D’un sujet à l’autre et ils pointent tous vers les “métèques”, les immigrés, les migrants, les aspirants à la citoyenneté française. L’activisme du ministre de l’Intérieur, Bruno Retailleau, est plus que suspect. Les étrangers, il n’y a que ça qui l’intéresse, un dada qui confine à l’obsession maladive. Et tout le monde, à commencer par les chefs du gouvernement et de l’Etat, laisse faire, se couche. Enhardi le ministre le plus populaire (disent les sondages) en remet une bonne louche ce mardi 6 mai, histoire de pousser dans les cordes le président Emmanuel Macron et le Premier ministre François Bayrou.
Il grille encore les feux rouges de l’Elysée et passe
Retailleau boit du petit lait, il est beaucoup plus coté que ses patrons, même si jusqu’ici il brasse de l’air et pédale dans la semoule. Alignement des planètes en sa faveur : le dossier algérien patine après un redémarrage spectaculaire le 6 avril dernier. Les relations diplomatiques avec la France sont au point mort, alors il attaque les naturalisations et un os encore plus gros : Un référendum sur l’immigration. Il fallait oser.

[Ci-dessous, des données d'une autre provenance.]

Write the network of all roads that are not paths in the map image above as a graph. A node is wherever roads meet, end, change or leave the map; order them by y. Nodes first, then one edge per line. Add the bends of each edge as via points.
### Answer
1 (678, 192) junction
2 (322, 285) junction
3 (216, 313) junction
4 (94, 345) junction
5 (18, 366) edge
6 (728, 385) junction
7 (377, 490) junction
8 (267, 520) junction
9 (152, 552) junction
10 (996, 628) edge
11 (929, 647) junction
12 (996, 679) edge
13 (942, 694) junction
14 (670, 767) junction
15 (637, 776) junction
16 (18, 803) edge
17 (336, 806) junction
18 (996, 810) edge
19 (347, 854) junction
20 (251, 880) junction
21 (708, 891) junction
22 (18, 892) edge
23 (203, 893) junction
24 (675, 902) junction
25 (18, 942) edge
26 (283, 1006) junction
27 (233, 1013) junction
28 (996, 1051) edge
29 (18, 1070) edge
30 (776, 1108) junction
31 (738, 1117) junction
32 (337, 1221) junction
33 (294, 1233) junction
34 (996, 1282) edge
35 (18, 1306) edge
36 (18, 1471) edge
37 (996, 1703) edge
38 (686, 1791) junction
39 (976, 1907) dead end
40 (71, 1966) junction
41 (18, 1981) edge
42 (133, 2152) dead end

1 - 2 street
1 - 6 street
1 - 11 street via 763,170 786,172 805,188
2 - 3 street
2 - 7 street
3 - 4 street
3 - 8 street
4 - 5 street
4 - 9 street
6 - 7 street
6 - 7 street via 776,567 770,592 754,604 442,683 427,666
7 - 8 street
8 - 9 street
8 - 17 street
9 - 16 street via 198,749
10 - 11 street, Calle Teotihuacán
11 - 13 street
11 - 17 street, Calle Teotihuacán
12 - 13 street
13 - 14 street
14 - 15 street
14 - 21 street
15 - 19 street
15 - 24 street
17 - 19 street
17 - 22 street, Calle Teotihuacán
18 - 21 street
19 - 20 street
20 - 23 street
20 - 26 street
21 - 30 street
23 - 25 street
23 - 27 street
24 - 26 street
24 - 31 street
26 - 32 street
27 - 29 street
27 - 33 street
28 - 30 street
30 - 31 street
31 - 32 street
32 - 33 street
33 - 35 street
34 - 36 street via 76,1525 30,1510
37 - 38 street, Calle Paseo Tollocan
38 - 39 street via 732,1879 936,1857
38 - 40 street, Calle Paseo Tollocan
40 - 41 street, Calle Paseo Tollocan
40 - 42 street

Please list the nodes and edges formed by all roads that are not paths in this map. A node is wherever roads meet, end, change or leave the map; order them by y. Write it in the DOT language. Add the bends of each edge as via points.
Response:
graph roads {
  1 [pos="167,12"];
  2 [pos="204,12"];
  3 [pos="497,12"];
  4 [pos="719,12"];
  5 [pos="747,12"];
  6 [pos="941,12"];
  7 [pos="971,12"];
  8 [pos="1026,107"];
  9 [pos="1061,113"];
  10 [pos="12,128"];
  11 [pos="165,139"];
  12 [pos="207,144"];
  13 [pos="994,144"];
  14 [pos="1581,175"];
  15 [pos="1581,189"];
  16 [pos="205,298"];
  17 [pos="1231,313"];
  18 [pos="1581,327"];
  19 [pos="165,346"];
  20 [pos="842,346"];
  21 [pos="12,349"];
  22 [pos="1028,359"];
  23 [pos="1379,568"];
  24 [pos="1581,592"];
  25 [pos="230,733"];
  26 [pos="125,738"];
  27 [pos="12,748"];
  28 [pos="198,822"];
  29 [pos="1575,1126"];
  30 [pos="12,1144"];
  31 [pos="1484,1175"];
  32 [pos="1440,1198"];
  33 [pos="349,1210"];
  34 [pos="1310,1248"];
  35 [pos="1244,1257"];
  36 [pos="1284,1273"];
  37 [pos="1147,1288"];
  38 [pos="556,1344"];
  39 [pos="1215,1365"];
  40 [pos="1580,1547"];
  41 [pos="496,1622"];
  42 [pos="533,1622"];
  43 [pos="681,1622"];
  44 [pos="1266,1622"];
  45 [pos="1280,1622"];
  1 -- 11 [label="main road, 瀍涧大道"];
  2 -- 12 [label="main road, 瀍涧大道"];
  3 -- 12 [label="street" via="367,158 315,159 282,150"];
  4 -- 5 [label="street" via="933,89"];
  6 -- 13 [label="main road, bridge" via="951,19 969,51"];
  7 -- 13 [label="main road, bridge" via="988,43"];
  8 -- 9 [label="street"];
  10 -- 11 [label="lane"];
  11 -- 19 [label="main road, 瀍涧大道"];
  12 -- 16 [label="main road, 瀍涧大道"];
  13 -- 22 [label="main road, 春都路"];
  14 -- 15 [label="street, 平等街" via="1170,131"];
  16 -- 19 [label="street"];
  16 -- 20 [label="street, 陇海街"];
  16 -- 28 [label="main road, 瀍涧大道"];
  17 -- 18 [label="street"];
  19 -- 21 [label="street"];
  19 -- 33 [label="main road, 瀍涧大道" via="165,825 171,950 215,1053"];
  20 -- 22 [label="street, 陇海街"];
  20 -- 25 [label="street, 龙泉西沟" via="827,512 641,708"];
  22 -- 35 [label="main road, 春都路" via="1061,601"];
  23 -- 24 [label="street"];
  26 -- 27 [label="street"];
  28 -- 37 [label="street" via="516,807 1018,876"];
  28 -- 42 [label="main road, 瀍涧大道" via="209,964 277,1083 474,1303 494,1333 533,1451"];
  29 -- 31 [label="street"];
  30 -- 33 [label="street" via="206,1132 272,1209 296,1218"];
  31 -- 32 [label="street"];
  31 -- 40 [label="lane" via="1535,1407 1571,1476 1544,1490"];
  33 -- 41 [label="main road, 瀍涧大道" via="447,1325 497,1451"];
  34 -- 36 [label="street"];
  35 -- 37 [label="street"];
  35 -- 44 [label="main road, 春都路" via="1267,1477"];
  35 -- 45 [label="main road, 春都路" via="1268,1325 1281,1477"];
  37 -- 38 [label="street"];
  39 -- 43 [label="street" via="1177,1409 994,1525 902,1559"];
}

Les prérogatives du président de la République, les feux rouges du Conseil constitutionnel…, rien n’arrête le ministre de l’Intérieur. Il a plaidé moult fois pour un référendum sur l’immigration, il y est revenu ce mardi 6 mai sur CNews et Europe 1. “Quand la loi ne protège pas les Français, il faut changer la loi et je pense que sur l’immigration pour reprendre le contrôle, il nous faut un référendum“, a asséné Retailleau.
“Reprendre le contrôle” du pays, des frontières, du destin de la France et tout le toutim, un jargon très usité par l’extrême droite et que le ministre plagie sans vergogne. A croire que l’élection du chef des Républicains et donc du candidat naturel de la droite à la présidentielle de 2027 lui donne des ailes. Il est d’avis qu'”un référendum sur l’immigration s’imposera, y compris au Conseil constitutionnel“…
Il feint d’oublier les freins, les écueils constitutionnels. Il sait pertinemment que le sujet de l’immigration n’est pas explicitement mentionné dans l’article 11 de la Constitution, lequel fixe le périmètre du référendum. Le chef de l’État “peut soumettre au référendum tout projet de loi portant sur l’organisation des pouvoirs publics, sur des réformes relatives à la politique économique, sociale ou environnementale de la nation et aux services publics qui y concourent“, peut-on y lire.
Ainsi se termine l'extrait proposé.